I think this is simply bias.
I find the iterative one more readable. The for loops you sort of skip by; you recognize them virtually immediatly as the 'framing' of the logic, exactly analogous to how the 'select' operation in the FP example does a similar thing; it separtes the WHAT from the HOW. As long as this is easy (and it seems to be in both) we're in good shape.
Then the math: This is exactly the same in both samples; an equals and a numeric compare joined together in logical and. The syntax is virtually identical, in fact.
Finally, there's the act of displaying the total.
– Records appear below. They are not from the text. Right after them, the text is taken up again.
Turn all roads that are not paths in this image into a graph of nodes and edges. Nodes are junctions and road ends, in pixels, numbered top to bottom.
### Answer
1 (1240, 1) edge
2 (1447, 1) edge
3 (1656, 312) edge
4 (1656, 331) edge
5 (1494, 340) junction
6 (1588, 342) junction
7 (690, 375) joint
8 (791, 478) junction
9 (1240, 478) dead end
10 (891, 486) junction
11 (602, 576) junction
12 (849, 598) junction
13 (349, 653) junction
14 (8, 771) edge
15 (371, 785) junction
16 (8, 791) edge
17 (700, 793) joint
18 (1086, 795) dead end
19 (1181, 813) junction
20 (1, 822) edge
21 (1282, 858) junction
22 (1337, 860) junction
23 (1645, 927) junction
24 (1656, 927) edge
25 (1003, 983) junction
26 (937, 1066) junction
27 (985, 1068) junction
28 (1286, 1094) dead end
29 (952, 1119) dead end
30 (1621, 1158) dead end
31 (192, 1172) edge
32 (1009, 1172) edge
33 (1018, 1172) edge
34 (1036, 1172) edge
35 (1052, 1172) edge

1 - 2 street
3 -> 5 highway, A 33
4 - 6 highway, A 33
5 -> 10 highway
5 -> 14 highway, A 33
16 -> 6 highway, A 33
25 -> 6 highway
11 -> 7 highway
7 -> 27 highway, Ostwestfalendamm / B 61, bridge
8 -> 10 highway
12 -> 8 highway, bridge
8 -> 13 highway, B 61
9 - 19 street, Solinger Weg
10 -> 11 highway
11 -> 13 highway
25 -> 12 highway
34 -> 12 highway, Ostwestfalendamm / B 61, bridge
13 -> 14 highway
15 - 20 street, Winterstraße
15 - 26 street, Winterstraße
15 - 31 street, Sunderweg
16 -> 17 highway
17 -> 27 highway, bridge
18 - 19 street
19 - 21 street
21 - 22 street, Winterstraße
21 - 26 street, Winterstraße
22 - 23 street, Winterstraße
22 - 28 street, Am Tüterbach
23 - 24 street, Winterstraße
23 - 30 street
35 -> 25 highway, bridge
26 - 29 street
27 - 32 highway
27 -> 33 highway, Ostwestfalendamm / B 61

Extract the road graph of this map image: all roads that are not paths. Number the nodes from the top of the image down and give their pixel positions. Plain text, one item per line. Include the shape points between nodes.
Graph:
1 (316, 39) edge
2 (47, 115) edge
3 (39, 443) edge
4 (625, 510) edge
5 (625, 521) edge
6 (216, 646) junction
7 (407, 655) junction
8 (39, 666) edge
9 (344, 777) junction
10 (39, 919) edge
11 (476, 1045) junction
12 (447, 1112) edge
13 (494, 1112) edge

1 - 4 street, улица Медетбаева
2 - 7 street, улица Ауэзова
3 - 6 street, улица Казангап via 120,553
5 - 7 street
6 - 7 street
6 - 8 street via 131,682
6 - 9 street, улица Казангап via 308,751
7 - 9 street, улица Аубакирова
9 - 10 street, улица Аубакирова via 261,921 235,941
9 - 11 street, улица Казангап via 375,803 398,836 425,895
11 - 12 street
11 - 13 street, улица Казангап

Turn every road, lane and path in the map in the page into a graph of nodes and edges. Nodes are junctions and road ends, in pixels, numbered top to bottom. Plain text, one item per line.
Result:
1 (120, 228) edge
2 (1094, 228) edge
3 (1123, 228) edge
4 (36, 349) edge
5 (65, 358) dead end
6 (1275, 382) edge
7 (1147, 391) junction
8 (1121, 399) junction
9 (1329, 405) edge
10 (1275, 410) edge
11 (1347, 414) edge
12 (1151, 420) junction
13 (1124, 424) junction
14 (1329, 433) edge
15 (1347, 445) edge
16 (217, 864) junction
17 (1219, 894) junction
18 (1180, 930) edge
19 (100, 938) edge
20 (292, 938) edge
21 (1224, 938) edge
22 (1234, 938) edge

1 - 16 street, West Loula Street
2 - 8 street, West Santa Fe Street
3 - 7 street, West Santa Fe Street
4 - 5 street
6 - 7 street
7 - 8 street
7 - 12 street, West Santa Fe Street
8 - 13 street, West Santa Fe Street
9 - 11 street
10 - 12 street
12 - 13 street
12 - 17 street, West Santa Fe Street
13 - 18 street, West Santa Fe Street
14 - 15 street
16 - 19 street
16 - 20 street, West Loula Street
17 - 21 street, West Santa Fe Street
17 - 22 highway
This is arguably nicer in the FP example, but further inspection shows this is a red herring: There's absolutely no reason why the imperative code counts instead of adds, so in theory both could have finished with some sort of 'selectedEmployees.size()' with no problem.
Thus, I conclude this is simply bias: I find the imperative example more readable because I tend to work more with imperative code, and I'm betting you find the FP example more readable because that's how your brain prefers to interpret code.
This example doesn't strike me as a particularly appropriate showcase for inverting the logic order, by the way; there are plenty of examples where a select() operation really does come across as much nicer generally, even to a brain that is pre-disposed to reading for loops more than selections.
Of course, the opposite is true as well, and thus it helps if a language can do both, but on the whole this doesn't really make or break it for me; it's far too trivial and irregardless easily duplicated in any language that has some form of 'function block' notation, and I don't know any short of older variants of basic that don't have that.
Python list comprehensions won't allow cartesian products AFAIK. [(x, y) for x, y in cartesian (xs, ys)] is as good as it gets but only if you write the cartesian function (as a lazy generator probably).
@ Jakub:
>>> [(x, y) for x in range(2) for y in range(3)]
[(0, 0), (0, 1), (0, 2), (1, 0), (1, 1), (1, 2)]
jaydonnell: "Isn't that imperative code akin to a strawman?"
Yep, that's why functional programming matters!
Basically, this guy takes a silly solution to a silly problem, shows how that solution is wordy in an imperative language and less so in a functional language, and pulls out his desired conclusion: that Functional Programming is The Solution. Gah!
The link to John Hughes' paper is broken.
His paper can now be found here (it is not hosted by the "math" department anymore but the "cse" dpt.)